The cuboid is a smaller cube shaped bone on the lateral side of the foot around about the center of the foot. The bone is a little bigger than a common gaming dice. The bone participates in three joints and operates as a lever for the tendon of the peroneus longus muscle to pass under. Since this is a strong muscle it can move the cuboid bone too much if it is not secure and strain those joints that the bone is a part of resulting in a ailment known as cuboid syndrome. This is probably one of the more common causes of pain on the outside of the foot, generally in athletes. The pain commonly begins quite mild and is located around where the cuboid bone is on the outside of the foot. The pain is only at first present during activity. If the exercise levels are not lessened the problem will most likely progress and then show up after exercise in addition to during. From time to time the pain can radiate down into the foot. Although this is the commonest reason for pain in this area, there are others like tendinopathy and nerve impingements.

The main management of cuboid syndrome is relief of pain. This is normally done with a reduction in exercise levels and the using of low dye strapping to immobilise and support the cuboid. Mobilisation and manipulation is frequently used to fix this condition. Over the longer term foot orthoses may be required to control the movement and support the lateral arch of the foot. This helps make the cuboid more stable so it is an efficient lever or pulley for the tendon to function around. Generally this approach works in most cases. If it doesn’t there are no surgical or more advanced treatments and a further reduction in activity amounts is usually the only option.

Chinese Foot Binding

There is a historic technique from rural China which involved the binding of the feet of female children to prevent them from growing. It was a brutal process and was debilitating and disabling to the feet. It was carried out as a smaller sized foot was considered an attractive feature in the female and a higher dowry can be asked for by the family for the bride-to-be when the feet had been bound. There was a considerable market in these rural communities for the ornamental and finely crafted shoes that these girls would need to wear because of the smaller and deformed feet. More than 100 or so years ago cultural pressures began to mount to ban the practice and this generally was successful and it is not done any longer. The practice had to stop as it was so disabling and painful for the child. When they became an adult, the damage had been done and there is not much that could be done to manage the suffering and deformity. Having said that, you will still find many elderly woman still living that had their feet bound when they were little girls.

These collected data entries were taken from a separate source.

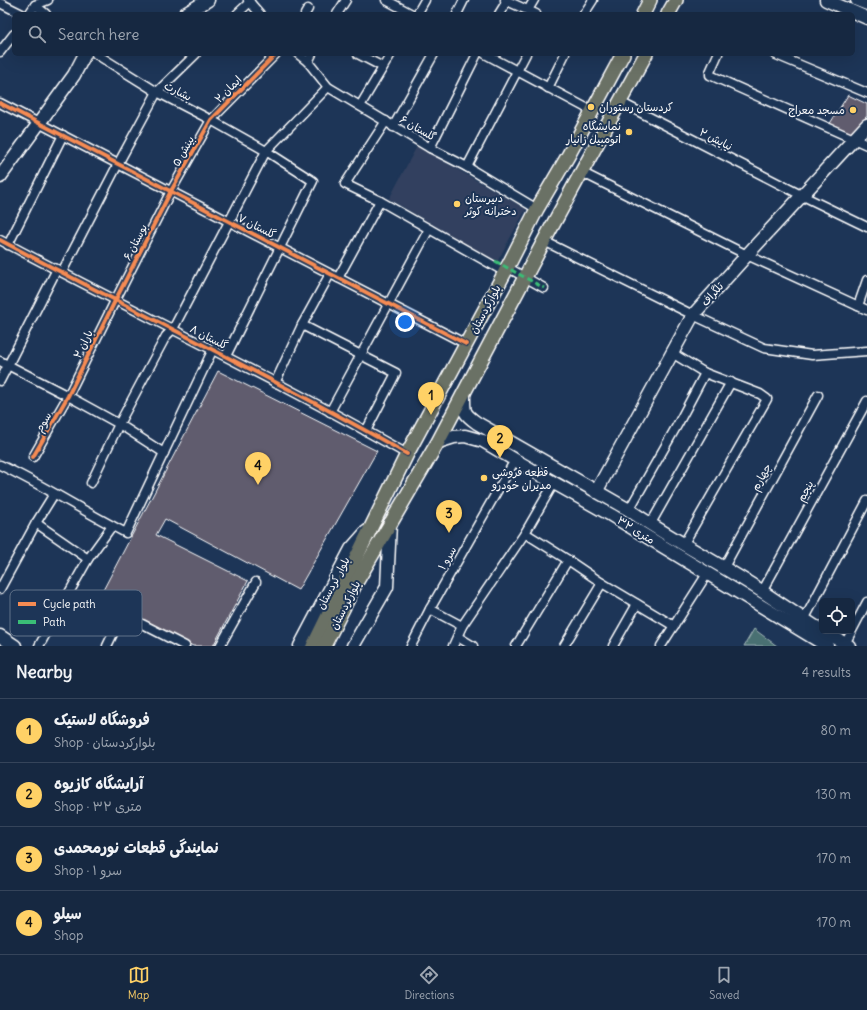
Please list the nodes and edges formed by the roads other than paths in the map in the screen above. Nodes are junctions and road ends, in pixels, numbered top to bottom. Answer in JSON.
{"nodes":[{"id":1,"x":48,"y":0,"type":"edge"},
{"id":2,"x":208,"y":0,"type":"edge"},
{"id":3,"x":346,"y":0,"type":"edge"},
{"id":4,"x":386,"y":0,"type":"edge"},
{"id":5,"x":425,"y":0,"type":"edge"},
{"id":6,"x":464,"y":0,"type":"edge"},
{"id":7,"x":506,"y":0,"type":"edge"},
{"id":8,"x":534,"y":0,"type":"edge"},
{"id":9,"x":592,"y":0,"type":"edge"},
{"id":10,"x":650,"y":0,"type":"edge"},
{"id":11,"x":857,"y":0,"type":"edge"},
{"id":12,"x":249,"y":1,"type":"edge"},
{"id":13,"x":832,"y":1,"type":"edge"},
{"id":14,"x":0,"y":3,"type":"edge"},
{"id":15,"x":867,"y":4,"type":"edge"},
{"id":16,"x":36,"y":5,"type":"junction"},
{"id":17,"x":528,"y":10,"type":"junction"},
{"id":18,"x":18,"y":12,"type":"edge"},
{"id":19,"x":31,"y":12,"type":"edge"},
{"id":20,"x":44,"y":12,"type":"edge"},
{"id":21,"x":188,"y":12,"type":"edge"},
{"id":22,"x":239,"y":12,"type":"edge"},
{"id":23,"x":258,"y":12,"type":"edge"},
{"id":24,"x":338,"y":12,"type":"edge"},
{"id":25,"x":408,"y":12,"type":"edge"},
{"id":26,"x":418,"y":12,"type":"edge"},
{"id":27,"x":457,"y":12,"type":"edge"},
{"id":28,"x":500,"y":12,"type":"edge"},
{"id":29,"x":532,"y":12,"type":"edge"},
{"id":30,"x":585,"y":12,"type":"edge"},
{"id":31,"x":644,"y":12,"type":"edge"},
{"id":32,"x":855,"y":12,"type":"edge"},
{"id":33,"x":855,"y":12,"type":"edge"},
{"id":34,"x":867,"y":18,"type":"edge"},
{"id":35,"x":12,"y":37,"type":"edge"},
{"id":36,"x":0,"y":52,"type":"edge"},
{"id":37,"x":84,"y":56,"type":"edge"},
{"id":38,"x":99,"y":56,"type":"edge"},
{"id":39,"x":194,"y":56,"type":"edge"},
{"id":40,"x":274,"y":56,"type":"edge"},
{"id":41,"x":300,"y":56,"type":"edge"},
{"id":42,"x":311,"y":56,"type":"edge"},
{"id":43,"x":362,"y":56,"type":"edge"},
{"id":44,"x":390,"y":56,"type":"edge"},
{"id":45,"x":433,"y":56,"type":"edge"},
{"id":46,"x":476,"y":56,"type":"edge"},
{"id":47,"x":489,"y":56,"type":"edge"},
{"id":48,"x":525,"y":56,"type":"edge"},
{"id":49,"x":564,"y":56,"type":"edge"},
{"id":50,"x":622,"y":56,"type":"edge"},
{"id":51,"x":645,"y":56,"type":"edge"},
{"id":52,"x":717,"y":56,"type":"edge"},
{"id":53,"x":779,"y":56,"type":"edge"},
{"id":54,"x":308,"y":62,"type":"junction"},
{"id":55,"x":383,"y":67,"type":"junction"},
{"id":56,"x":516,"y":71,"type":"junction"},
{"id":57,"x":328,"y":86,"type":"junction"},
{"id":58,"x":548,"y":88,"type":"junction"},
{"id":59,"x":157,"y":92,"type":"junction"},
{"id":60,"x":867,"y":93,"type":"edge"},
{"id":61,"x":620,"y":102,"type":"junction"},
{"id":62,"x":0,"y":103,"type":"edge"},
{"id":63,"x":360,"y":106,"type":"junction"},
{"id":64,"x":592,"y":111,"type":"junction"},
{"id":65,"x":211,"y":120,"type":"junction"},
{"id":66,"x":386,"y":121,"type":"junction"},
{"id":67,"x":40,"y":123,"type":"junction"},
{"id":68,"x":867,"y":125,"type":"edge"},
{"id":69,"x":393,"y":127,"type":"junction"},
{"id":70,"x":63,"y":135,"type":"junction"},
{"id":71,"x":854,"y":139,"type":"junction"},
{"id":72,"x":867,"y":145,"type":"edge"},
{"id":73,"x":430,"y":148,"type":"junction"},
{"id":74,"x":266,"y":151,"type":"junction"},
{"id":75,"x":118,"y":164,"type":"junction"},
{"id":76,"x":467,"y":167,"type":"junction"},
{"id":77,"x":581,"y":172,"type":"junction"},
{"id":78,"x":0,"y":177,"type":"edge"},
{"id":79,"x":171,"y":191,"type":"junction"},
{"id":80,"x":801,"y":195,"type":"junction"},
{"id":81,"x":380,"y":201,"type":"junction"},
{"id":82,"x":537,"y":209,"type":"junction"},
{"id":83,"x":230,"y":222,"type":"junction"},
{"id":84,"x":867,"y":227,"type":"edge"},
{"id":85,"x":429,"y":229,"type":"junction"},
{"id":86,"x":0,"y":240,"type":"edge"},
{"id":87,"x":544,"y":241,"type":"junction"},
{"id":88,"x":8,"y":245,"type":"junction"},
{"id":89,"x":280,"y":248,"type":"junction"},
{"id":90,"x":746,"y":255,"type":"junction"},
{"id":91,"x":495,"y":261,"type":"dead end"},
{"id":92,"x":506,"y":270,"type":"junction"},
{"id":93,"x":60,"y":271,"type":"junction"},
{"id":94,"x":334,"y":276,"type":"junction"},
{"id":95,"x":525,"y":277,"type":"junction"},
{"id":96,"x":867,"y":280,"type":"edge"},
{"id":97,"x":544,"y":288,"type":"dead end"},
{"id":98,"x":115,"y":301,"type":"junction"},
{"id":99,"x":389,"y":304,"type":"junction"},
{"id":100,"x":858,"y":306,"type":"junction"},
{"id":101,"x":867,"y":310,"type":"edge"},
{"id":102,"x":693,"y":315,"type":"junction"},
{"id":103,"x":302,"y":325,"type":"junction"},
{"id":104,"x":173,"y":329,"type":"junction"},
{"id":105,"x":466,"y":344,"type":"junction"},
{"id":106,"x":213,"y":350,"type":"junction"},
{"id":107,"x":867,"y":351,"type":"edge"},
{"id":108,"x":361,"y":354,"type":"junction"},
{"id":109,"x":672,"y":354,"type":"junction"},
{"id":110,"x":226,"y":356,"type":"junction"},
{"id":111,"x":0,"y":361,"type":"edge"},
{"id":112,"x":8,"y":366,"type":"junction"},
{"id":113,"x":705,"y":373,"type":"junction"},
{"id":114,"x":0,"y":381,"type":"edge"},
{"id":115,"x":731,"y":382,"type":"junction"},
{"id":116,"x":275,"y":383,"type":"junction"},
{"id":117,"x":464,"y":395,"type":"junction"},
{"id":118,"x":818,"y":395,"type":"dead end"},
{"id":119,"x":68,"y":396,"type":"junction"},
{"id":120,"x":867,"y":401,"type":"edge"},
{"id":121,"x":330,"y":412,"type":"junction"},
{"id":122,"x":119,"y":424,"type":"junction"},
{"id":123,"x":366,"y":431,"type":"junction"},
{"id":124,"x":438,"y":442,"type":"junction"},
{"id":125,"x":164,"y":453,"type":"junction"},
{"id":126,"x":407,"y":454,"type":"junction"},
{"id":127,"x":33,"y":457,"type":"dead end"},
{"id":128,"x":515,"y":460,"type":"junction"},
{"id":129,"x":0,"y":465,"type":"edge"},
{"id":130,"x":91,"y":483,"type":"dead end"},
{"id":131,"x":554,"y":483,"type":"junction"},
{"id":132,"x":596,"y":492,"type":"junction"},
{"id":133,"x":54,"y":494,"type":"junction"},
{"id":134,"x":867,"y":501,"type":"edge"},
{"id":135,"x":629,"y":510,"type":"junction"},
{"id":136,"x":36,"y":523,"type":"junction"},
{"id":137,"x":390,"y":523,"type":"junction"},
{"id":138,"x":372,"y":525,"type":"junction"},
{"id":139,"x":650,"y":525,"type":"junction"},
{"id":140,"x":112,"y":526,"type":"junction"},
{"id":141,"x":525,"y":533,"type":"junction"},
{"id":142,"x":683,"y":545,"type":"junction"},
{"id":143,"x":88,"y":559,"type":"junction"},
{"id":144,"x":568,"y":560,"type":"junction"},
{"id":145,"x":723,"y":568,"type":"junction"},
{"id":146,"x":707,"y":574,"type":"junction"},
{"id":147,"x":256,"y":582,"type":"dead end"},
{"id":148,"x":602,"y":584,"type":"junction"},
{"id":149,"x":0,"y":588,"type":"edge"},
{"id":150,"x":71,"y":590,"type":"edge"},
{"id":151,"x":762,"y":592,"type":"junction"},
{"id":152,"x":867,"y":602,"type":"edge"},
{"id":153,"x":637,"y":604,"type":"junction"},
{"id":154,"x":430,"y":609,"type":"junction"},
{"id":155,"x":804,"y":620,"type":"junction"},
{"id":156,"x":142,"y":625,"type":"edge"},
{"id":157,"x":462,"y":626,"type":"junction"},
{"id":158,"x":674,"y":626,"type":"junction"},
{"id":159,"x":819,"y":629,"type":"edge"},
{"id":160,"x":824,"y":634,"type":"edge"},
{"id":161,"x":0,"y":636,"type":"edge"},
{"id":162,"x":45,"y":636,"type":"edge"},
{"id":163,"x":112,"y":636,"type":"edge"},
{"id":164,"x":458,"y":638,"type":"junction"},
{"id":165,"x":830,"y":643,"type":"edge"},
{"id":166,"x":181,"y":645,"type":"edge"},
{"id":167,"x":847,"y":645,"type":"edge"},
{"id":168,"x":15,"y":646,"type":"edge"},
{"id":169,"x":39,"y":646,"type":"edge"},
{"id":170,"x":107,"y":646,"type":"edge"},
{"id":171,"x":220,"y":646,"type":"edge"},
{"id":172,"x":300,"y":646,"type":"edge"},
{"id":173,"x":313,"y":646,"type":"edge"},
{"id":174,"x":324,"y":646,"type":"edge"},
{"id":175,"x":353,"y":646,"type":"edge"},
{"id":176,"x":411,"y":646,"type":"edge"},
{"id":177,"x":453,"y":646,"type":"edge"},
{"id":178,"x":473,"y":646,"type":"edge"},
{"id":179,"x":516,"y":646,"type":"edge"},
{"id":180,"x":564,"y":646,"type":"edge"},
{"id":181,"x":613,"y":646,"type":"edge"},
{"id":182,"x":661,"y":646,"type":"edge"}],
"edges":[{"from":1,"to":16,"type":"street"},
{"from":2,"to":21,"type":"street"},
{"from":3,"to":24,"type":"street"},
{"from":4,"to":25,"type":"street"},
{"from":5,"to":26,"type":"street"},
{"from":6,"to":27,"type":"street"},
{"from":7,"to":17,"type":"street"},
{"from":7,"to":28,"type":"street"},
{"from":8,"to":17,"type":"street"},
{"from":9,"to":30,"type":"street"},
{"from":10,"to":31,"type":"main road"},
{"from":11,"to":15,"type":"street"},
{"from":12,"to":22,"type":"street"},
{"from":12,"to":23,"type":"street"},
{"from":13,"to":32,"type":"street"},
{"from":14,"to":18,"type":"street"},
{"from":16,"to":19,"type":"street"},
{"from":16,"to":20,"type":"street"},
{"from":17,"to":29,"type":"street"},
{"from":33,"to":34,"type":"street"},
{"from":35,"to":36,"type":"street"},
{"from":37,"to":67,"type":"street"},
{"from":38,"to":59,"type":"street","name":"بشارت"},
{"from":39,"to":59,"type":"street"},
{"from":40,"to":65,"type":"street","name":"ایمان ۲"},
{"from":41,"to":54,"type":"street","name":"گلستان ۶"},
{"from":42,"to":54,"type":"street"},
{"from":43,"to":55,"type":"street"},
{"from":44,"to":55,"type":"street"},
{"from":45,"to":69,"type":"street"},
{"from":46,"to":73,"type":"street"},
{"from":47,"to":56,"type":"street"},
{"from":48,"to":56,"type":"street"},
{"from":49,"to":58,"type":"street"},
{"from":50,"to":64,"type":"main road","name":"بلوارکردستان"},
{"from":51,"to":61,"type":"main road","name":"بلوارکردستان"},
{"from":52,"to":71,"type":"street"},
{"from":53,"to":60,"type":"street"},
{"from":54,"to":57,"type":"street","name":"گلستان ۶"},
{"from":55,"to":63,"type":"street"},
{"from":56,"to":58,"type":"street"},
{"from":56,"to":76,"type":"street"},
{"from":57,"to":63,"type":"street","name":"گلستان ۶"},
{"from":57,"to":74,"type":"street"},
{"from":58,"to":64,"type":"street"},
{"from":59,"to":65,"type":"street","name":"بشارت"},
{"from":59,"to":75,"type":"street"},
{"from":61,"to":77,"type":"main road","name":"بلوارکردستان"},
{"from":61,"to":80,"type":"street","name":"نیایش ۲"},
{"from":62,"to":67,"type":"street","name":"گلستان ۷"},
{"from":63,"to":66,"type":"street","name":"گلستان ۶"},
{"from":64,"to":82,"type":"main road","name":"بلوارکردستان"},
{"from":65,"to":74,"type":"street","name":"بشارت"},
{"from":65,"to":79,"type":"street","name":"بینش ۵"},
{"from":66,"to":69,"type":"street","name":"گلستان ۶"},
{"from":66,"to":81,"type":"street"},
{"from":67,"to":70,"type":"street","name":"گلستان ۷"},
{"from":67,"to":78,"type":"street"},
{"from":68,"to":71,"type":"street","name":"تلگراف"},
{"from":69,"to":73,"type":"street","name":"گلستان ۶"},
{"from":70,"to":75,"type":"street","name":"گلستان ۷"},
{"from":70,"to":88,"type":"street"},
{"from":71,"to":72,"type":"street"},
{"from":71,"to":80,"type":"street","name":"تلگراف"},
{"from":73,"to":76,"type":"street","name":"گلستان ۶"},
{"from":74,"to":83,"type":"street"},
{"from":74,"to":89,"type":"street","name":"بشارت"},
{"from":75,"to":79,"type":"street","name":"گلستان ۷"},
{"from":75,"to":93,"type":"street"},
{"from":76,"to":82,"type":"street","name":"گلستان ۶"},
{"from":77,"to":87,"type":"main road","name":"بلوارکردستان"},
{"from":77,"to":90,"type":"street"},
{"from":79,"to":83,"type":"street","name":"گلستان ۷"},
{"from":79,"to":98,"type":"street","name":"بوستان ۶"},
{"from":80,"to":84,"type":"street","name":"نیایش ۲"},
{"from":80,"to":90,"type":"street","name":"تلگراف"},
{"from":81,"to":85,"type":"street"},
{"from":81,"to":94,"type":"street"},
{"from":82,"to":92,"type":"main road","name":"بلوارکردستان"},
{"from":83,"to":89,"type":"street","name":"گلستان ۷"},
{"from":83,"to":104,"type":"street"},
{"from":85,"to":92,"type":"street"},
{"from":85,"to":99,"type":"street"},
{"from":86,"to":88,"type":"street","name":"گلستان ۸"},
{"from":87,"to":95,"type":"main road","name":"بلوارکردستان"},
{"from":87,"to":102,"type":"street"},
{"from":88,"to":93,"type":"street","name":"گلستان ۸"},
{"from":89,"to":94,"type":"street","name":"گلستان ۷"},
{"from":89,"to":110,"type":"street"},
{"from":90,"to":100,"type":"street"},
{"from":90,"to":102,"type":"street","name":"تلگراف"},
{"from":91,"to":92,"type":"street"},
{"from":92,"to":95,"type":"street"},
{"from":92,"to":105,"type":"main road","name":"بلوارکردستان"},
{"from":93,"to":98,"type":"street","name":"گلستان ۸"},
{"from":93,"to":112,"type":"street"},
{"from":94,"to":99,"type":"street","name":"گلستان ۷"},
{"from":94,"to":103,"type":"street"},
{"from":95,"to":97,"type":"street"},
{"from":95,"to":117,"type":"main road","name":"بلوارکردستان"},
{"from":96,"to":100,"type":"street"},
{"from":98,"to":104,"type":"street","name":"گلستان ۸"},
{"from":98,"to":119,"type":"street","name":"باران ۲"},
{"from":99,"to":105,"type":"street","name":"گلستان ۷"},
{"from":99,"to":108,"type":"street"},
{"from":100,"to":101,"type":"street"},
{"from":102,"to":107,"type":"street"},
{"from":102,"to":109,"type":"street","name":"تلگراف"},
{"from":103,"to":108,"type":"street"},
{"from":103,"to":116,"type":"street"},
{"from":104,"to":106,"type":"street","name":"گلستان ۸"},
{"from":104,"to":122,"type":"street"},
{"from":105,"to":126,"type":"main road","name":"بلوارکردستان"},
{"from":106,"to":110,"type":"street","name":"گلستان ۸"},
{"from":106,"to":125,"type":"street"},
{"from":108,"to":121,"type":"street"},
{"from":108,"to":123,"type":"street"},
{"from":109,"to":113,"type":"street"},
{"from":109,"to":132,"type":"street","name":"تلگراف"},
{"from":110,"to":116,"type":"street","name":"گلستان ۸"},
{"from":111,"to":112,"type":"street"},
{"from":112,"to":114,"type":"street"},
{"from":112,"to":119,"type":"street"},
{"from":113,"to":115,"type":"street"},
{"from":113,"to":135,"type":"street"},
{"from":115,"to":139,"type":"street"},
{"from":115,"to":142,"type":"street"},
{"from":116,"to":121,"type":"street","name":"گلستان ۸"},
{"from":117,"to":124,"type":"main road","name":"بلوارکردستان"},
{"from":117,"to":132,"type":"street","name":"۳۲ متری"},
{"from":118,"to":145,"type":"street","name":"چهارم"},
{"from":119,"to":122,"type":"street"},
{"from":119,"to":127,"type":"street","name":"سوم"},
{"from":120,"to":151,"type":"street","name":"پنجم"},
{"from":121,"to":123,"type":"street","name":"گلستان ۸"},
{"from":122,"to":125,"type":"street"},
{"from":122,"to":130,"type":"street"},
{"from":123,"to":126,"type":"street","name":"گلستان ۸"},
{"from":124,"to":128,"type":"street","name":"۳۲ متری"},
{"from":124,"to":137,"type":"main road","name":"بلوارکردستان"},
{"from":125,"to":140,"type":"street"},
{"from":126,"to":138,"type":"main road","name":"بلوارکردستان"},
{"from":128,"to":131,"type":"street","name":"۳۲ متری"},
{"from":128,"to":154,"type":"street","name":"سرو ۱"},
{"from":129,"to":133,"type":"street"},
{"from":131,"to":141,"type":"street"},
{"from":131,"to":146,"type":"street","name":"۳۲ متری"},
{"from":132,"to":135,"type":"street","name":"۳۲ متری"},
{"from":133,"to":136,"type":"street"},
{"from":133,"to":140,"type":"street"},
{"from":134,"to":155,"type":"street"},
{"from":135,"to":139,"type":"street","name":"۳۲ متری"},
{"from":136,"to":143,"type":"street"},
{"from":136,"to":149,"type":"street"},
{"from":137,"to":174,"type":"main road","name":"بلوارکردستان"},
{"from":137,"to":175,"type":"street","name":"بلوارکردستان"},
{"from":138,"to":172,"type":"street","name":"بلوار کردستان"},
{"from":138,"to":173,"type":"main road","name":"بلوارکردستان"},
{"from":139,"to":142,"type":"street","name":"۳۲ متری"},
{"from":140,"to":143,"type":"street"},
{"from":141,"to":144,"type":"street"},
{"from":141,"to":157,"type":"street"},
{"from":142,"to":145,"type":"street","name":"۳۲ متری"},
{"from":143,"to":150,"type":"street"},
{"from":144,"to":148,"type":"street"},
{"from":144,"to":179,"type":"street"},
{"from":145,"to":151,"type":"street","name":"۳۲ متری"},
{"from":146,"to":158,"type":"street"},
{"from":146,"to":165,"type":"street","name":"۳۲ متری"},
{"from":147,"to":171,"type":"street"},
{"from":148,"to":153,"type":"street"},
{"from":148,"to":180,"type":"street"},
{"from":151,"to":155,"type":"street","name":"۳۲ متری"},
{"from":152,"to":167,"type":"street"},
{"from":153,"to":158,"type":"street"},
{"from":153,"to":181,"type":"street"},
{"from":154,"to":157,"type":"street"},
{"from":154,"to":176,"type":"street","name":"سرو ۱"},
{"from":155,"to":159,"type":"street","name":"۳۲ متری"},
{"from":156,"to":166,"type":"street"},
{"from":157,"to":164,"type":"street"},
{"from":158,"to":182,"type":"street"},
{"from":160,"to":165,"type":"street","name":"۳۲ متری"},
{"from":161,"to":168,"type":"street"},
{"from":162,"to":169,"type":"street"},
{"from":163,"to":170,"type":"street"},
{"from":164,"to":177,"type":"street"},
{"from":164,"to":178,"type":"street"},
{"from":165,"to":167,"type":"street","name":"۳۲ متری"}]}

You will find theoretically parallels to this practice of chinese foot binding that may be seen nowadays. A number of experts try to link the practice these days of females who force their feet into the high heel shoes as being the same as the foot binding. In rural China the practice was all about the female doing something that pleases the male, no matter the outcomes in terms of pain and deformity. The practice today of wearing tight fitting high heel shoes by females has consequences in the terms of foot disability and foot pain. It is also apparently done in the context of the female doing something which is pleasing to the eye of the man. There is some disagreement if the connection between the two practices really do warrant the type of evaluation that they have been put through.